Nettles are one of the first herbs to sprout in the spring, and Estonian folk medicine has come up with uses for all parts of this wonder plant. Nettle contains calcium, potassium, iron, and vitamin C and has been shown to soothe inflammation, strengthen the blood, and relieve fatigue. Besides physical properties, nettle was believed by ancient Estonians to protect spiritually. It was thrown into the fire to shield a house from lightning and added to bath water to break spells cast on the bather.
Wild garlic can be found already at the end of April. Thanks to its intense flavor, wild garlic banishes harmful microbes from the body and aids digestion. Did you know that springtime wild garlic contains 15–20 times more vitamin C than lemons? Wild garlic is great in salads, soups, herbal butter, and pesto. However, keep in mind that wild garlic is under protection and should, therefore, be acquired for either personal use only or from the market, shops, or friends who grow it in their garden.
Rhubarb contains vitamin K, calcium, potassium, phosphorus, iron, B vitamins, vitamin C and carotene, organic acids malic, citric, and oxalic acid, flavonoid compounds, and others in moderation. Despite its strong taste, rhubarb contains up to 93% water and is also high in fiber. Young shoots taste the best, and rhubarb is most commonly used in cakes, jams, and juice. Rhubarb is also good for salads and marinades because it makes the meat soft and juicy. Strawberry-rhubarb sparkling wine and several other dry rhubarb wines have become popular among diners recently.

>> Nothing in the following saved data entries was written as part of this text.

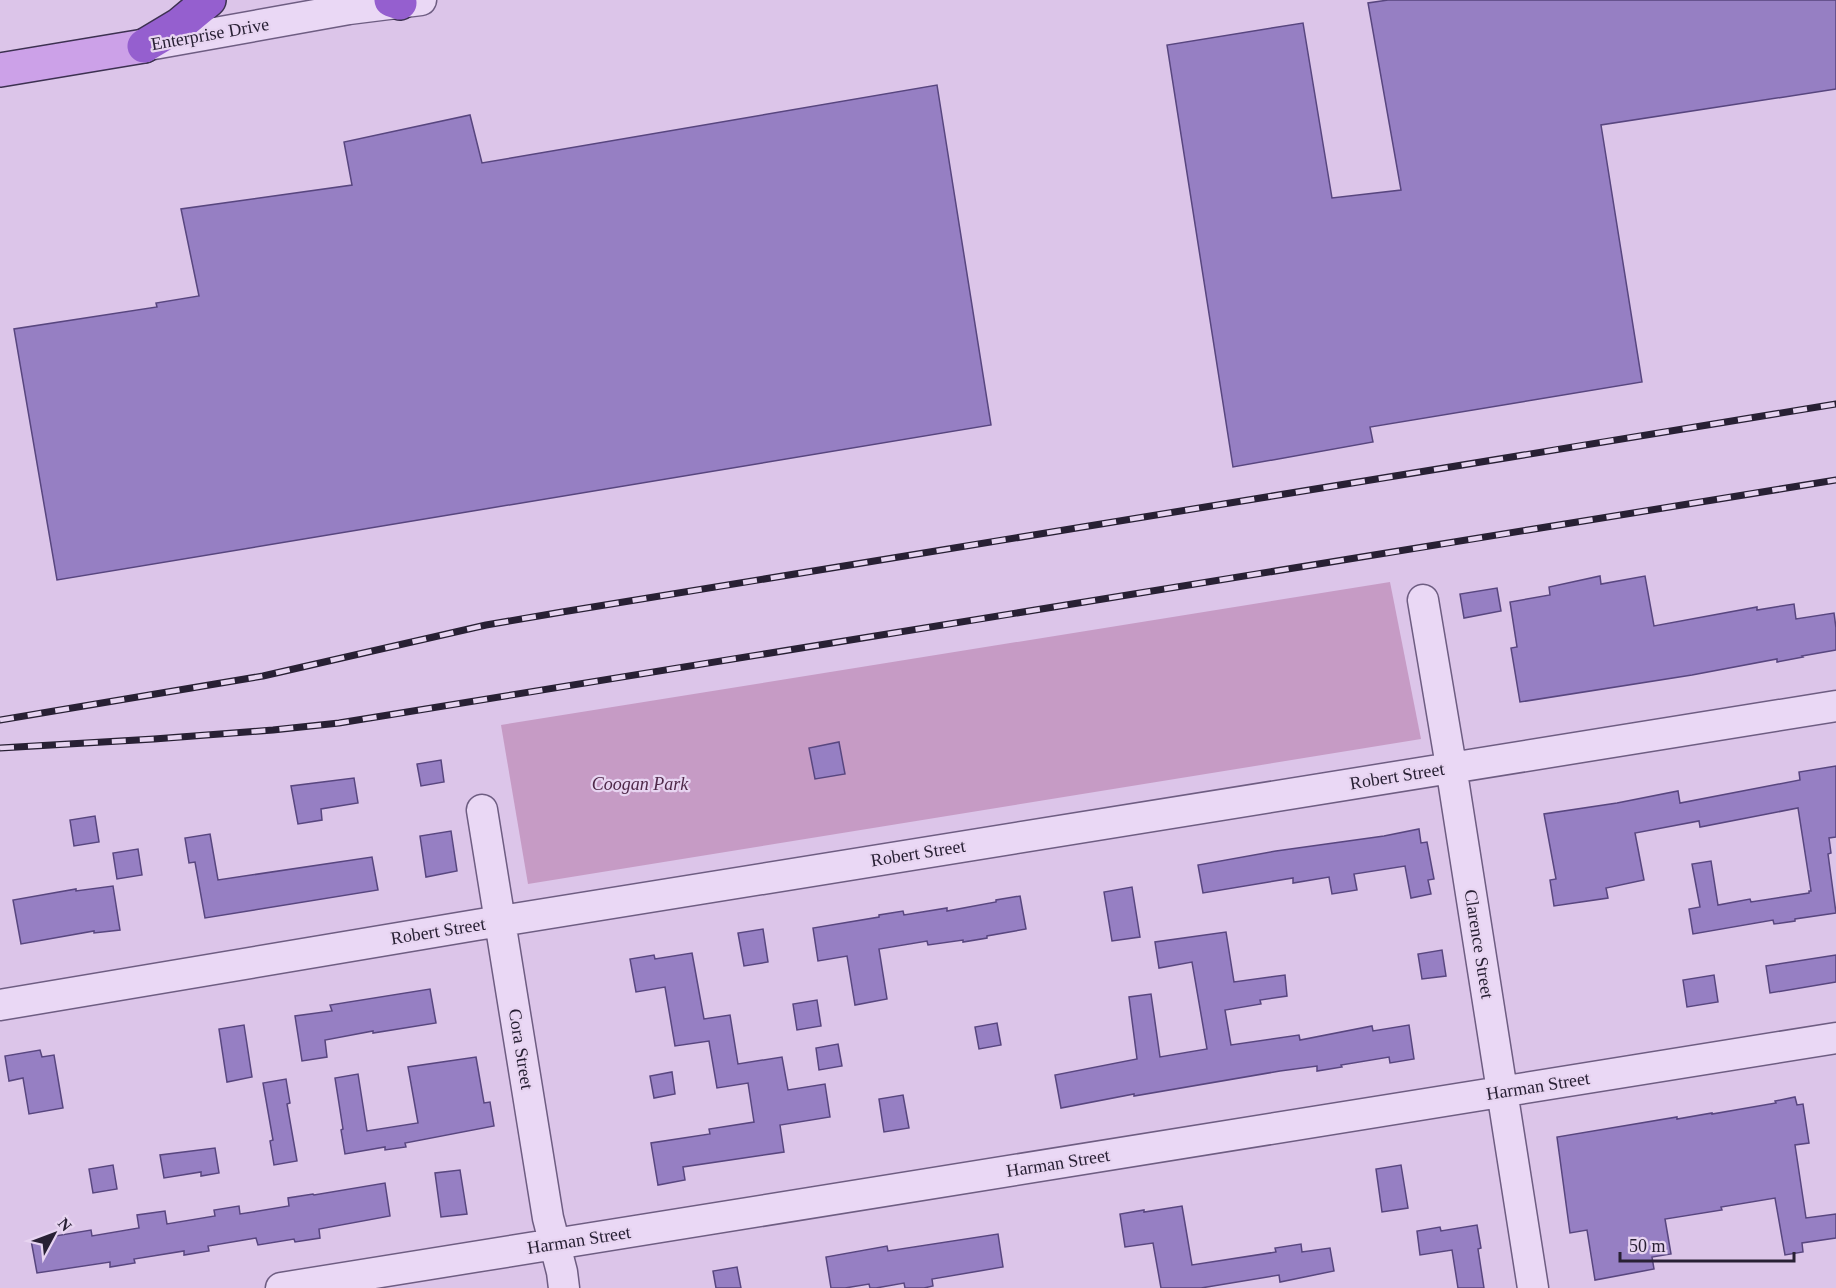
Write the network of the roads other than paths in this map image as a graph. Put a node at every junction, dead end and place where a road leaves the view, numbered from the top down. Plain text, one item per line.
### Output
1 (209, 0) edge
2 (404, 1) edge
3 (144, 46) junction
4 (0, 70) edge
5 (1423, 600) dead end
6 (1836, 706) edge
7 (1450, 767) junction
8 (482, 810) dead end
9 (501, 921) junction
10 (0, 1005) edge
11 (1836, 1038) edge
12 (1502, 1092) junction
13 (555, 1244) junction
14 (281, 1288) edge
15 (564, 1288) edge
16 (1533, 1288) edge

1 - 3 highway
2 - 3 street, Enterprise Drive
3 - 4 main road, Enterprise Drive
5 - 7 street, Clarence Street
6 - 7 street, Robert Street
7 - 9 street, Robert Street
7 - 12 street, Clarence Street
8 - 9 street, Cora Street
9 - 10 street, Robert Street
9 - 13 street, Cora Street
11 - 12 street, Harman Street
12 - 13 street, Harman Street
12 - 16 street, Clarence Street
13 - 14 street, Harman Street
13 - 15 street, Cora Street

Dandelions have been a valued medicine since ancient times. In folk medicine, dandelion is used to detox and energize the body. The plant cleanses the blood, reduces cholesterol, and reduces the risk of heart attack and stroke by diluting the blood. You can make a salad from its flowers and leaves. Dandelion flower buds can be pickled like a cucumber using a variety of cucumber pickling recipes. The leaves of dandelion are collected for preservation at the beginning of the plant's flowering period in mid-May. The leaves are placed in a thin layer of paper or cloth for drying in a room with a good draft and away from direct sunlight.